* _Stored data_:
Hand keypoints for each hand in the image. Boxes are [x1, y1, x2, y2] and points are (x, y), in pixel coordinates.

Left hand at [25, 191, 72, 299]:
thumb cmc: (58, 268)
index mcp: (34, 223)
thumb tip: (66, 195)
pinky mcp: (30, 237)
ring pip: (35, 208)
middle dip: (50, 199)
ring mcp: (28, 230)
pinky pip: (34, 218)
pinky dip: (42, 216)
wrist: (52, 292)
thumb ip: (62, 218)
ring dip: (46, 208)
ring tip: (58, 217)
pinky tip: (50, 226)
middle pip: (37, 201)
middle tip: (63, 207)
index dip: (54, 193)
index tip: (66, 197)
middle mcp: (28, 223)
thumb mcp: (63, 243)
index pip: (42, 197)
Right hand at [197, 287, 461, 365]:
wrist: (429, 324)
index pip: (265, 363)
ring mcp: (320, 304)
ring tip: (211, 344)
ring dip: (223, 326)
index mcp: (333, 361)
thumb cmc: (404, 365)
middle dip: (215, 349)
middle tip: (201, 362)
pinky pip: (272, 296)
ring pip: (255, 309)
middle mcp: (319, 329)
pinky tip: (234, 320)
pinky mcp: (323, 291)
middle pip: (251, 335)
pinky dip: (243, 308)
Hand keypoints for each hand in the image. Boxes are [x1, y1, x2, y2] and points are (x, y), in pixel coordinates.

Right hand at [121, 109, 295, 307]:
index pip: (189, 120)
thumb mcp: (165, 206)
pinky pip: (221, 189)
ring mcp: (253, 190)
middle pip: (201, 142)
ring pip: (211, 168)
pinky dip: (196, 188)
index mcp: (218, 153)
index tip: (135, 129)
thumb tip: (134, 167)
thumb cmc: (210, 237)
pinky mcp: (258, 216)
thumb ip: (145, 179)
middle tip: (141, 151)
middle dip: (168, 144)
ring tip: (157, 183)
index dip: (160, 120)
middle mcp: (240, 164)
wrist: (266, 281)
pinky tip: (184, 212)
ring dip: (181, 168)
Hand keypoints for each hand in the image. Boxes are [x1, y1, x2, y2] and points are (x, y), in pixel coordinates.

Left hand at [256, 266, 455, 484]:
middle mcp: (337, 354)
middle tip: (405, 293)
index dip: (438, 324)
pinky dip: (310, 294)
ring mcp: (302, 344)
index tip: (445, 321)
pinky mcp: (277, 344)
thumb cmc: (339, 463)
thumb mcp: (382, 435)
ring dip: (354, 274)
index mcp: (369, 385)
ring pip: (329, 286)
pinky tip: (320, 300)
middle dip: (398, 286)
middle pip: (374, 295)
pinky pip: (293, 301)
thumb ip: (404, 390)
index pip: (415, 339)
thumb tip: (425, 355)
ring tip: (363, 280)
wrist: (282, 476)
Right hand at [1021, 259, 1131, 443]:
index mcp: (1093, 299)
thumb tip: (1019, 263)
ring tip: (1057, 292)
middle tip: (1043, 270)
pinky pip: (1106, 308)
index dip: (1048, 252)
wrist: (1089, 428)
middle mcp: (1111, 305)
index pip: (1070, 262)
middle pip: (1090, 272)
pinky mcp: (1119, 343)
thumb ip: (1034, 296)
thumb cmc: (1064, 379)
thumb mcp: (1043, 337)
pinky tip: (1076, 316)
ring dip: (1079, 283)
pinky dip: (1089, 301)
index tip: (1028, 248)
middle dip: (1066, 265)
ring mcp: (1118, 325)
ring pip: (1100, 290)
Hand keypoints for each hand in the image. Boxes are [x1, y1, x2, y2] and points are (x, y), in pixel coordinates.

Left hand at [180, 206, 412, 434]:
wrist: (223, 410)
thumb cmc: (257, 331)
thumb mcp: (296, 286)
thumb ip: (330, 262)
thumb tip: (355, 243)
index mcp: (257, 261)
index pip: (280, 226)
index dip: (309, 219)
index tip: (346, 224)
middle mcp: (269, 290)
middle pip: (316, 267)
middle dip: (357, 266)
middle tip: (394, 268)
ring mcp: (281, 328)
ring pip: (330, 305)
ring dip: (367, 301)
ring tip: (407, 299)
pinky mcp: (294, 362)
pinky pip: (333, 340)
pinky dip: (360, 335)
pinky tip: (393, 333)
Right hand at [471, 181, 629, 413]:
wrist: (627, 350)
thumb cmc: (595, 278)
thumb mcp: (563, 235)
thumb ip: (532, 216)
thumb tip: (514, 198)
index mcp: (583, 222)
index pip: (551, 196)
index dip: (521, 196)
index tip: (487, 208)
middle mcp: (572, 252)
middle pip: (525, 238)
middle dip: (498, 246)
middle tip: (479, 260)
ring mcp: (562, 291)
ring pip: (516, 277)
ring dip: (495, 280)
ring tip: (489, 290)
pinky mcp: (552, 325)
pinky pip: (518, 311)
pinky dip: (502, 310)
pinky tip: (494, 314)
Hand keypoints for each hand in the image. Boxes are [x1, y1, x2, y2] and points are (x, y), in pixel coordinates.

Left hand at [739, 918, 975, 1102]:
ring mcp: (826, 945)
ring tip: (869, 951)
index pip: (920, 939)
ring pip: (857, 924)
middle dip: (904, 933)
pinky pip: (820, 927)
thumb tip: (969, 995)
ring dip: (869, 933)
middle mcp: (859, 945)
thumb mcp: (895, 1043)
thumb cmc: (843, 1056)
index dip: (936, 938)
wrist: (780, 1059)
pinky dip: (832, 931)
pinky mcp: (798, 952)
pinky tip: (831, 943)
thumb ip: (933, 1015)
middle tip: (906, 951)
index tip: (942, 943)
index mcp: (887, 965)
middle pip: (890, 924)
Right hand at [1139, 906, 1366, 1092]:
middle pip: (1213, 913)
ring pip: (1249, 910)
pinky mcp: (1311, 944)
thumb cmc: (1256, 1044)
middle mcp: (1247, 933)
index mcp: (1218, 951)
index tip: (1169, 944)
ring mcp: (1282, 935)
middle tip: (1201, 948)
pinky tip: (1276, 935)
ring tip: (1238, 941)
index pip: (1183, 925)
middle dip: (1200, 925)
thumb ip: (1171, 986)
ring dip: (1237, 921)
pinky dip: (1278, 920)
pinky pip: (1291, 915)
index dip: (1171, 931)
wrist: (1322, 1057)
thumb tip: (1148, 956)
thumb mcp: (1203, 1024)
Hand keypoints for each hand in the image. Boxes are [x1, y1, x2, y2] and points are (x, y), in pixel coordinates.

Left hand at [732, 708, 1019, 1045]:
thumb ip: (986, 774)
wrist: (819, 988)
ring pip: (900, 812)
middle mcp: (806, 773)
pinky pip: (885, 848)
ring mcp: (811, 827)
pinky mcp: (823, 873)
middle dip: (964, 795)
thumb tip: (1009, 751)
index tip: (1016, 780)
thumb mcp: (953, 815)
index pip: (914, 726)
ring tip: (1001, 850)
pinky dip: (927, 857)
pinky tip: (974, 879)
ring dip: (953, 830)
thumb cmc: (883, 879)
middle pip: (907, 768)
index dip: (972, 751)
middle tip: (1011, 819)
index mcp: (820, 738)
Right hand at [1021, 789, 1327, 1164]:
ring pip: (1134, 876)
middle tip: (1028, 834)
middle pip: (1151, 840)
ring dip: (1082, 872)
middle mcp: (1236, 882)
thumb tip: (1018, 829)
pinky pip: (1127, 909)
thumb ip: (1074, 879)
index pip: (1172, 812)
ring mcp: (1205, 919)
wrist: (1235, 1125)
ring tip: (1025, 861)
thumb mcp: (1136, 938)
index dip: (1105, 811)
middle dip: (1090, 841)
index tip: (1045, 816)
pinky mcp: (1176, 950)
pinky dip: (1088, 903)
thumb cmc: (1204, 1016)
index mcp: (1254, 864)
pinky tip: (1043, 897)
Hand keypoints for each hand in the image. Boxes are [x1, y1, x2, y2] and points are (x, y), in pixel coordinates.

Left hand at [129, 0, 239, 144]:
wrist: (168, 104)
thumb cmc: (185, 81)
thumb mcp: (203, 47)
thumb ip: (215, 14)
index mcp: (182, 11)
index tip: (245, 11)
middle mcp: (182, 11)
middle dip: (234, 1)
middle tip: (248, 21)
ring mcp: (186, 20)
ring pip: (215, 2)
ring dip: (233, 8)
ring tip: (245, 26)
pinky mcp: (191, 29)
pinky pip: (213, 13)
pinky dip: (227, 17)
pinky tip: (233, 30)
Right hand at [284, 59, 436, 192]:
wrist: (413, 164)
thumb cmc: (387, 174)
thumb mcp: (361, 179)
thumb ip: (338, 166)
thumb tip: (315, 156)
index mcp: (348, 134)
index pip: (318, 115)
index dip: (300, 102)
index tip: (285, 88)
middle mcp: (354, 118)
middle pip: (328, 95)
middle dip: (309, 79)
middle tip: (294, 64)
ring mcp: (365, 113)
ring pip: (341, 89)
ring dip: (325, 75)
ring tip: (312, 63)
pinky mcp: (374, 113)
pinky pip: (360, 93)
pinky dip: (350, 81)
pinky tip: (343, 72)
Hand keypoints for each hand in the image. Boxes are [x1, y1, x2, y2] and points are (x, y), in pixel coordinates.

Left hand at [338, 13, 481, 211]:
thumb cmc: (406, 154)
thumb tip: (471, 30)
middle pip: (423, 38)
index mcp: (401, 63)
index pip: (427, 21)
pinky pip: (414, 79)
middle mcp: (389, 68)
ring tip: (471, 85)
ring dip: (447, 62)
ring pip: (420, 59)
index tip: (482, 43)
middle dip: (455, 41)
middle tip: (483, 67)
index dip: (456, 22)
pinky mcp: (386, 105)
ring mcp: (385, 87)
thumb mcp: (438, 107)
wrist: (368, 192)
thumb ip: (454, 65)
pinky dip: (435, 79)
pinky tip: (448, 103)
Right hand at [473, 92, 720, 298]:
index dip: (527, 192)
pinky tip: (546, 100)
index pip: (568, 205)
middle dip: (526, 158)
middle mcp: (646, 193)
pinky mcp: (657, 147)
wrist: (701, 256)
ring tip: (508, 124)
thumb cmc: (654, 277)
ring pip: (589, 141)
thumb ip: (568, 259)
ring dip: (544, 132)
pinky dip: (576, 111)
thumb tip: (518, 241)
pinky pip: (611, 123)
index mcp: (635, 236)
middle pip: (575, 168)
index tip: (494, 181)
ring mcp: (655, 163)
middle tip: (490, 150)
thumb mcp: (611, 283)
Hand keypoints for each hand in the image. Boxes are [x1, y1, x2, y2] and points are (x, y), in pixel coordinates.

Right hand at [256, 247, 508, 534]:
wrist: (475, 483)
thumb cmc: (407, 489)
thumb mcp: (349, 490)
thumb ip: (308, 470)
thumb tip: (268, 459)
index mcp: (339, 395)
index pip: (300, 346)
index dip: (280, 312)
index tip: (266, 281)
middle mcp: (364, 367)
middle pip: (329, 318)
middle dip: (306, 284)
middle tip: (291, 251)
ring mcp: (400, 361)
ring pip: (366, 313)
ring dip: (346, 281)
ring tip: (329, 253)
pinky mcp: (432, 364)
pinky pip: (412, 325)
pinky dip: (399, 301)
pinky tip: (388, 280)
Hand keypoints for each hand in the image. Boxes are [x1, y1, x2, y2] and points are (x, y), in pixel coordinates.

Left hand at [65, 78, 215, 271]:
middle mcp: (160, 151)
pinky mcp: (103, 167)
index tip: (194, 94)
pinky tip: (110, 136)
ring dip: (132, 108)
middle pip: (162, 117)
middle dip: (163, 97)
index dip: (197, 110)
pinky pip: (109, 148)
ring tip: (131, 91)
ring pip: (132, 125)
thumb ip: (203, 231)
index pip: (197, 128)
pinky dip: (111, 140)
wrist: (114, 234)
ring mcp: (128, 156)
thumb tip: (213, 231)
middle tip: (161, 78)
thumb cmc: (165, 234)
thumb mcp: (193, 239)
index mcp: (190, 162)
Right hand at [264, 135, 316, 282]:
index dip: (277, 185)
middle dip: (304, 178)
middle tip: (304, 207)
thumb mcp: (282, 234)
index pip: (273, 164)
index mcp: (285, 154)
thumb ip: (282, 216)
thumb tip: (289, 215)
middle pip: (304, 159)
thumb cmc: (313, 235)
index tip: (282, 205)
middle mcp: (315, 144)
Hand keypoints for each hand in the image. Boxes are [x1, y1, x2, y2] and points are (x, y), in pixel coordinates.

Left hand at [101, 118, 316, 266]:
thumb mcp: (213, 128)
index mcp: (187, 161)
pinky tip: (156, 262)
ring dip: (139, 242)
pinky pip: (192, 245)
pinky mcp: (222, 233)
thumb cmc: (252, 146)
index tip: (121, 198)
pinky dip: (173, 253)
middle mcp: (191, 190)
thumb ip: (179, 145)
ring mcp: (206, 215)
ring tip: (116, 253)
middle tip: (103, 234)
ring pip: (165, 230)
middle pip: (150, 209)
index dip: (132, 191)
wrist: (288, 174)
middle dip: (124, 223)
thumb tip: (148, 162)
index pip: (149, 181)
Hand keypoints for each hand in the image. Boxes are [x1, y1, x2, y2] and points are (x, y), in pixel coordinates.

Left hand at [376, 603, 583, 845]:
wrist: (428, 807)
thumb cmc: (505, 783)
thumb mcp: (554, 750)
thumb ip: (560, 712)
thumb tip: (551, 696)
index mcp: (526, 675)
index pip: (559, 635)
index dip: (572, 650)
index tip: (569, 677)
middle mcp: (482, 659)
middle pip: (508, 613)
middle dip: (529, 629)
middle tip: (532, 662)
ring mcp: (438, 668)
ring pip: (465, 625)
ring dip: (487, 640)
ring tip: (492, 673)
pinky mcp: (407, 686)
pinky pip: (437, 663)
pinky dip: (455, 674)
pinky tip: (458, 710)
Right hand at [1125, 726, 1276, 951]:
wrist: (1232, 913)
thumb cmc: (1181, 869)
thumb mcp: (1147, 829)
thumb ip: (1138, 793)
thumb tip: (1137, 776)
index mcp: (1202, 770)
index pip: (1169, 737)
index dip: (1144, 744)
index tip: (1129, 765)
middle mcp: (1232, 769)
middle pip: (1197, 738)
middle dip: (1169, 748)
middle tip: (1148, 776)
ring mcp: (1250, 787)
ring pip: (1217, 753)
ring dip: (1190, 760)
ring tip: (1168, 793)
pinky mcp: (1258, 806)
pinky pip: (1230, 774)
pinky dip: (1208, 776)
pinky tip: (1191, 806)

* _Exercise directions_:
Look above for the line with "pinky tip: (1276, 935)" and the line with "index pip: (1172, 812)". Write out those two lines and all the lines between them, exactly, and no others.

* _Reply to the exercise_:
pinky tip: (1276, 935)
ring tip: (1238, 941)
index pip: (1183, 925)
middle dip: (1200, 925)
thumb ip: (1171, 986)
ring dip: (1237, 921)
pinky dip: (1278, 920)
pinky pip: (1291, 915)
index dip: (1171, 931)
wrist: (1322, 1057)
thumb tip: (1148, 956)
thumb mcp: (1203, 1024)
Hand keypoints for each hand in the image. Boxes are [x1, y1, x2, y2] and points are (x, y), in pixel coordinates.

Left hand at [732, 708, 1019, 1045]:
thumb ip: (986, 774)
wrist: (819, 988)
ring pip: (900, 812)
middle mcp: (806, 773)
pinky pip: (885, 848)
ring mcp: (811, 827)
pinky mcp: (823, 873)
middle dip: (964, 795)
thumb tip: (1009, 751)
index tip: (1016, 780)
thumb mcp: (953, 815)
index pip: (914, 726)
ring tip: (1001, 850)
pinky dip: (927, 857)
pinky tip: (974, 879)
ring dip: (953, 830)
thumb cmc: (883, 879)
middle pip: (907, 768)
index dip: (972, 751)
middle tip: (1011, 819)
index mcp: (820, 738)
Right hand at [1021, 789, 1327, 1164]:
ring pip: (1134, 876)
middle tip: (1028, 834)
middle pip: (1151, 840)
ring dip: (1082, 872)
middle mcp: (1236, 882)
thumb tip: (1018, 829)
pinky pip: (1127, 909)
thumb ip: (1074, 879)
index pip: (1172, 812)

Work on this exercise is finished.